State how many lines in the following entries contain the word "Giuseppe". No other output.

◇ ◇ ◇ ◇ ◇

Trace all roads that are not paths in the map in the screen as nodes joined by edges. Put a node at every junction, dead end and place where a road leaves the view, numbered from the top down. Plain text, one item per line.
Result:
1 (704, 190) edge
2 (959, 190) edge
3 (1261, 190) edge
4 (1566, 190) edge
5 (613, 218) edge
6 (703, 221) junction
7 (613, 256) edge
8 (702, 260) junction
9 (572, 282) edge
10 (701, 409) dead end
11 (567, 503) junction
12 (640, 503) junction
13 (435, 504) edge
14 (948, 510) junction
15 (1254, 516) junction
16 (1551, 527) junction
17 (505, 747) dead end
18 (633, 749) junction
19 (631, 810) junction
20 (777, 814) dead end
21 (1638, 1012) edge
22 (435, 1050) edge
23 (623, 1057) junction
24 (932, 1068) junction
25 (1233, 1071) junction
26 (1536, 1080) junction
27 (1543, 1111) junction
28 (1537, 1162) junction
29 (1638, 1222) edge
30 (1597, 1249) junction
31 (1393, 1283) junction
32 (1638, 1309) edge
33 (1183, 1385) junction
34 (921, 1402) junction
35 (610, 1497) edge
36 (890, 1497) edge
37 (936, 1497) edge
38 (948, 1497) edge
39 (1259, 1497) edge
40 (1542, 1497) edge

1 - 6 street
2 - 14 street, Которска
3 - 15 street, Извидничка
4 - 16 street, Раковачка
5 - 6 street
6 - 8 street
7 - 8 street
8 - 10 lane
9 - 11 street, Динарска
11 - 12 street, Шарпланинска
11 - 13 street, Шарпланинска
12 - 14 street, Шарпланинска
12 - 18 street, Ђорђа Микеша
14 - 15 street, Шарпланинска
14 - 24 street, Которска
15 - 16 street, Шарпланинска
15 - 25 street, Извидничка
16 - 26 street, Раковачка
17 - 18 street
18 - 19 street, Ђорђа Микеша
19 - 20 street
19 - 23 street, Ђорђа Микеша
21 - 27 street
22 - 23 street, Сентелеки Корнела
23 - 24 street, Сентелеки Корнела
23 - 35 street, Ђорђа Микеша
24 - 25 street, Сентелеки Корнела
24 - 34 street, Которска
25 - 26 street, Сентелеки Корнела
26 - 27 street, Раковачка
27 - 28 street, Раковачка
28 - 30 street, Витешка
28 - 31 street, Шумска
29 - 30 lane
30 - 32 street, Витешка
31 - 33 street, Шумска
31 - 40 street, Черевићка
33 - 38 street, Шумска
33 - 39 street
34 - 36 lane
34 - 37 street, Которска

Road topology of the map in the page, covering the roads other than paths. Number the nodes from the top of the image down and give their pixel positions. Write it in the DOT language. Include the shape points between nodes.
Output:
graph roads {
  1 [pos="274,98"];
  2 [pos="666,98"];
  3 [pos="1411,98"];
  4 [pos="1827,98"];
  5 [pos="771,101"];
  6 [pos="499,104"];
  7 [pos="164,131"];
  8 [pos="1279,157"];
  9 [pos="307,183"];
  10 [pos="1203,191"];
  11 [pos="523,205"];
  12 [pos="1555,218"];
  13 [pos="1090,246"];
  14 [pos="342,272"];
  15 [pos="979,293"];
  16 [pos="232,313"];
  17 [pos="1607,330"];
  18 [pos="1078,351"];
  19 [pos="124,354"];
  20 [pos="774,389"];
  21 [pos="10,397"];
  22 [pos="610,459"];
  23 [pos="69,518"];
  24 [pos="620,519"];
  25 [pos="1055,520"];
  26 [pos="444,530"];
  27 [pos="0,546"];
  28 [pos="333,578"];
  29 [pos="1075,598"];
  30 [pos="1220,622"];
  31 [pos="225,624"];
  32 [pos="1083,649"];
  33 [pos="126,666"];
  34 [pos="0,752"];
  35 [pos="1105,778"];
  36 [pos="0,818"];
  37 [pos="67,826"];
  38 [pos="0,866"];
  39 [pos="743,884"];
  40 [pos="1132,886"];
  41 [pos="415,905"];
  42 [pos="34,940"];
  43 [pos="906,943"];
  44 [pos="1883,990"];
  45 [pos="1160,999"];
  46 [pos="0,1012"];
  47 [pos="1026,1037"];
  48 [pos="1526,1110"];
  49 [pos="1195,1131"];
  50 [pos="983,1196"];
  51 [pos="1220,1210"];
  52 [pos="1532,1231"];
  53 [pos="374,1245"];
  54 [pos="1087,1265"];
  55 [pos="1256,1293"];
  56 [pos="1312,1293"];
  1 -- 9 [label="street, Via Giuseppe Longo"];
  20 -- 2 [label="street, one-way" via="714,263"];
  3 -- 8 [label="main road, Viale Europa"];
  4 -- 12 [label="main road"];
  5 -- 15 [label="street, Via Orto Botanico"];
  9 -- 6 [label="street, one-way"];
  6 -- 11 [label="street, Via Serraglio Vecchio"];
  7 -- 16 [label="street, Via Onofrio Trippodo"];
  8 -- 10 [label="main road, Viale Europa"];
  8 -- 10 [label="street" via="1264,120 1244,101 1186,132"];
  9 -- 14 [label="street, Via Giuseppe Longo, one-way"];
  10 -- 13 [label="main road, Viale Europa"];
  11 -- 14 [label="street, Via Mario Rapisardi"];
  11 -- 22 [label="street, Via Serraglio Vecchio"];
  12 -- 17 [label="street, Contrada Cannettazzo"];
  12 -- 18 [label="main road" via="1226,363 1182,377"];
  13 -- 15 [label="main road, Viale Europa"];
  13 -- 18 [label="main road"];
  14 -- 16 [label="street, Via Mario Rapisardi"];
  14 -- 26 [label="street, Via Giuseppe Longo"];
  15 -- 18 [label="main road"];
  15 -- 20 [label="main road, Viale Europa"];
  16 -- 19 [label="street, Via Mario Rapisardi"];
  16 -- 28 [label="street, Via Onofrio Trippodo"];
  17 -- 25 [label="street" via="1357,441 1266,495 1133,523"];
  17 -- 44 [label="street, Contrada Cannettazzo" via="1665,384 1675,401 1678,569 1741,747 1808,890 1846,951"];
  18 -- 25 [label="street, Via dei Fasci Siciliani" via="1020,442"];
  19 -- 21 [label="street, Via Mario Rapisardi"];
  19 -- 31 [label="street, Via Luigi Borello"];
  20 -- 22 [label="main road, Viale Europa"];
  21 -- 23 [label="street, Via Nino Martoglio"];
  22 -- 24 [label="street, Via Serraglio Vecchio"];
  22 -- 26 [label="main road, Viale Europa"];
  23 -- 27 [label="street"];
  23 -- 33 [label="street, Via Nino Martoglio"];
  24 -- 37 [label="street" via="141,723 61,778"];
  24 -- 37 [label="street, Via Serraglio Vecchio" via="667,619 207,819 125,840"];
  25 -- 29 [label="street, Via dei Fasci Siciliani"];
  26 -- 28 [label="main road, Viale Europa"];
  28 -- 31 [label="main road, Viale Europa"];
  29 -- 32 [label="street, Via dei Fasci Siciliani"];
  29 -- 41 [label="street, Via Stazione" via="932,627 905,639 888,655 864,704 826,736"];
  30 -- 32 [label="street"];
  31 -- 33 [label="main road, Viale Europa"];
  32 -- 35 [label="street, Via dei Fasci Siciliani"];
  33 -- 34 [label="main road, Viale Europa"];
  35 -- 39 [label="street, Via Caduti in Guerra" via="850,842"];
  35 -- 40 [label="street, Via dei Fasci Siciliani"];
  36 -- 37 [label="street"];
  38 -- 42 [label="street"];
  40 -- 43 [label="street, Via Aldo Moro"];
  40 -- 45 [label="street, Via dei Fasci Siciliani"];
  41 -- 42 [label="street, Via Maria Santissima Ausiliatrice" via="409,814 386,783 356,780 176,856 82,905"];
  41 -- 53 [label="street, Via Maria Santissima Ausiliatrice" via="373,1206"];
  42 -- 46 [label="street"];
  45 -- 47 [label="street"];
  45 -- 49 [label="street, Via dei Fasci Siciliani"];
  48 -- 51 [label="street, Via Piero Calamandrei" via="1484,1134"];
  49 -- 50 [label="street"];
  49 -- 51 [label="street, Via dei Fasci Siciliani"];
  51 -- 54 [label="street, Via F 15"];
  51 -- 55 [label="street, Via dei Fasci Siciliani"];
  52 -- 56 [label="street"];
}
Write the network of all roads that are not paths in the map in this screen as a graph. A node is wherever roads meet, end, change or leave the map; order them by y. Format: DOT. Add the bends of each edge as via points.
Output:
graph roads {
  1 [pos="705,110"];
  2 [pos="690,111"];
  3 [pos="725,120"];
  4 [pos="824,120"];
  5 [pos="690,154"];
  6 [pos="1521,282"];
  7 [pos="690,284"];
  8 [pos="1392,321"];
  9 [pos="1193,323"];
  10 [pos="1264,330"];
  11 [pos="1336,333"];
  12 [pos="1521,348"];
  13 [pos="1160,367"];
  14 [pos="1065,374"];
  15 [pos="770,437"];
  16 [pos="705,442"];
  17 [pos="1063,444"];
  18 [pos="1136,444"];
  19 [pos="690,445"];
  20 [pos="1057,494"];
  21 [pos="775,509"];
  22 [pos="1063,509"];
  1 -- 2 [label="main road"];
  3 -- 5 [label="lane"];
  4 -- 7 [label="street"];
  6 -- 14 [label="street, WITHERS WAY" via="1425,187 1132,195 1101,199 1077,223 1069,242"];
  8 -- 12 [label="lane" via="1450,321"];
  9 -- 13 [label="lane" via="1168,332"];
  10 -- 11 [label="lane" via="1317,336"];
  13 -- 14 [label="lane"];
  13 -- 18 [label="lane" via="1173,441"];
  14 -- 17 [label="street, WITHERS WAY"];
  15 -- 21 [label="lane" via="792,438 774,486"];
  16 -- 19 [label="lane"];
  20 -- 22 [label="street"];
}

◇ ◇ ◇ ◇ ◇

SOLUTION TO THIS EXERCISE: 3